To make the 1937 original, Walt Disney – who'd already experienced one bankruptcy – took out another loan, increasing his total debt to $1.3m (the equivalent of $25m today). Everyone thought it would be a disaster. The project was famously described by Hollywood folk suspicious of this rising mogul and his medium of choice as 'Disney's folly.' There had never been a cartoon before that lasted more than a few minutes and some predicted that his plan to make a feature-length animation would cause audience members' eyes to hurt from the strain of the bright colours for over an hour.
We all know how that Snow White turned out. The film generated $8m at the box office – some achievement, considering that tickets then cost about 20c for adults, with kids admitted for a dime – and a movie-making empire was born. Can this Snow White prove a similar surprise?
It's not out of the realm of possibility. Early tracking for the film does not indicate a box office bomb, leading to suspicions that a lot of less chronically online mainstream audience members are either unaware of or unbothered by the soap operas that have befallen Snow White's production. Experts are forecasting a $58 million opening weekend for the film, which, while not fantastic – Disney's 2019 remake of Aladdin made over $90 million across its first three days in cinemas – would not represent disaster, either.

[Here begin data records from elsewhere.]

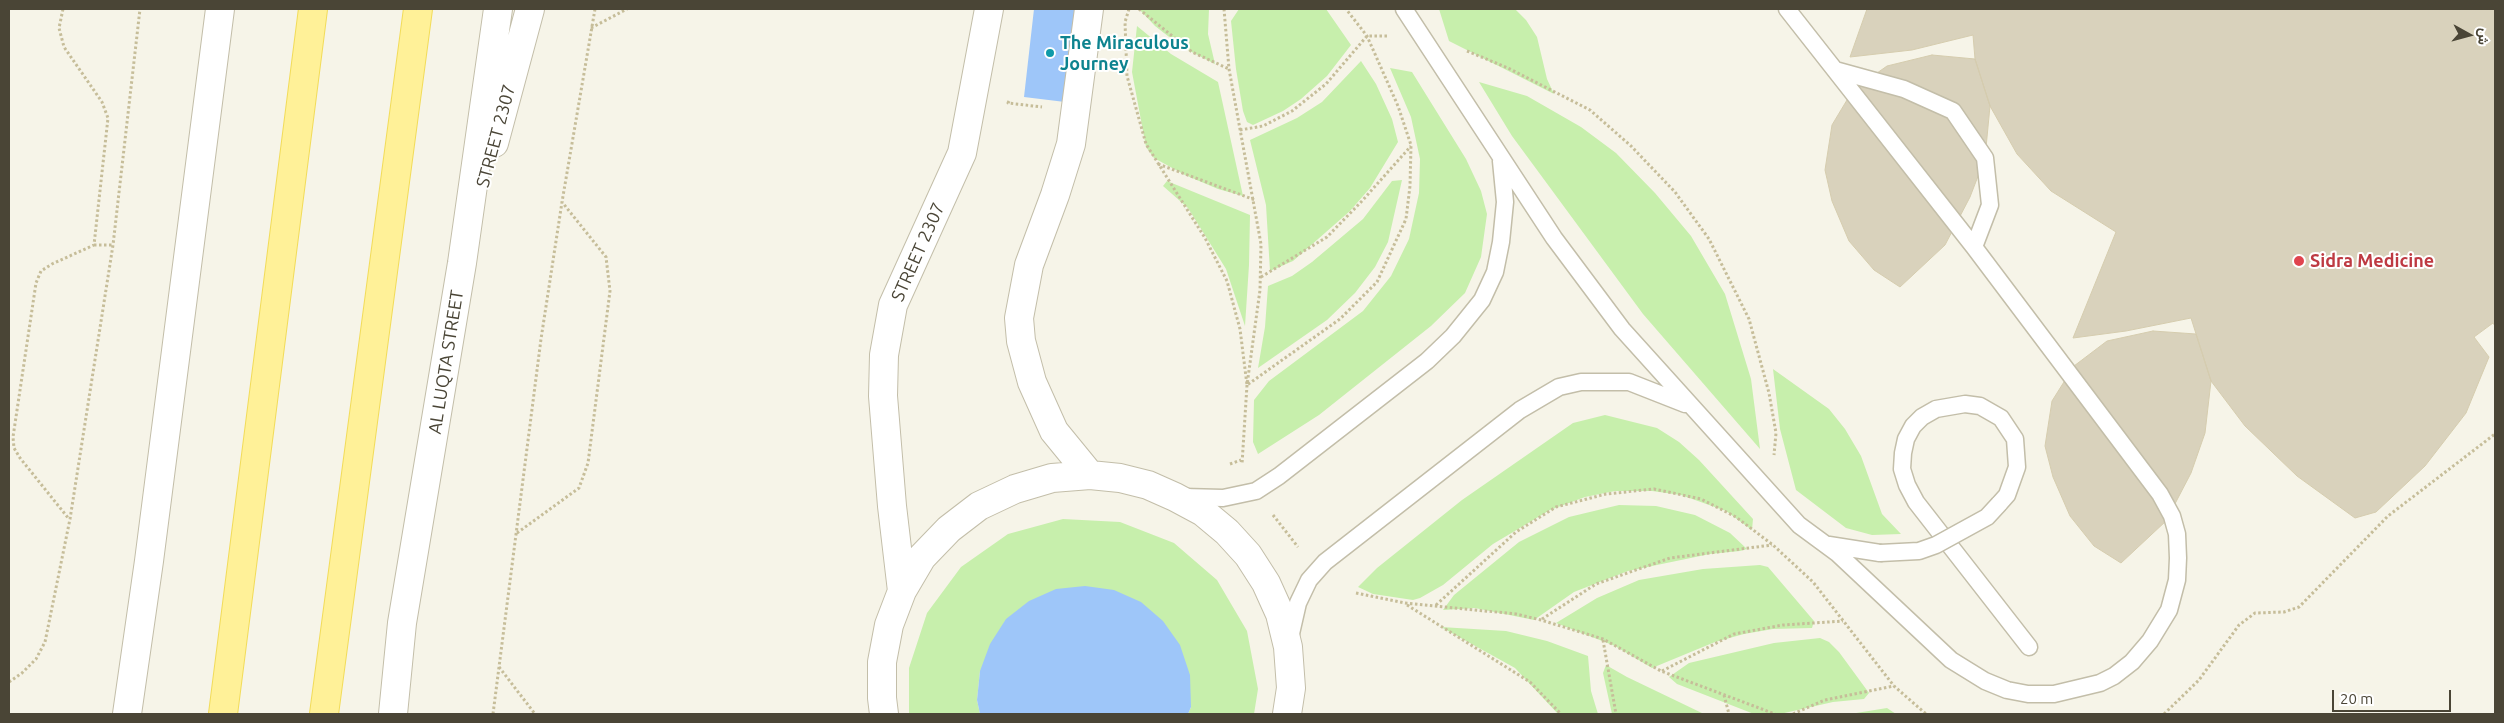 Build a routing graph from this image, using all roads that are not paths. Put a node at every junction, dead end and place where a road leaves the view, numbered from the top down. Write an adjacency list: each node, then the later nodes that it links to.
1 (220, 9): 21 (street)
2 (313, 9): 22 (main road)
3 (418, 9): 23 (main road)
4 (498, 9): 13 (street, AL LUQTA STREET)
5 (530, 9): 13 (street, STREET 2307)
6 (989, 9): 18 (street, STREET 2307)
7 (1089, 9): 15 (street)
8 (1787, 9): 10 (lane)
9 (1408, 12): 11 (lane)
10 (1835, 70): 12 (lane); 12 (lane)
11 (1501, 158): 14 (lane); 16 (lane)
12 (1974, 247): 17 (lane)
13 (462, 263): 24 (street, AL LUQTA STREET)
14 (1689, 405): 17 (lane); 19 (lane)
15 (1090, 475): 16 (street); 18 (street)
16 (1175, 496): 19 (street)
17 (1824, 544): 20 (lane, bridge)
18 (902, 591): 25 (street)
19 (1288, 647): 26 (street)
20 (2029, 647)
21 (127, 714)
22 (223, 714)
23 (324, 714)
24 (393, 714)
25 (884, 714)
26 (1287, 714)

What feels inarguable for most parties is that the film's release can't come soon enough. Not because cinephiles are bursting with excitement to see the film – they're not – but because the story of Snow White's rollout has held up a mirror. A metaphorical one, rather than a magical, fortune-telling one like the Evil Queen's, but a mirror all the same, to the ugliness of online discourse and the hollow half-heartedness of Hollywood when it often comes to studios' engagement in progressive politics.
After the challenges of Snow White, Disney may well be left whistling while they work out a new path forward for their live action remakes.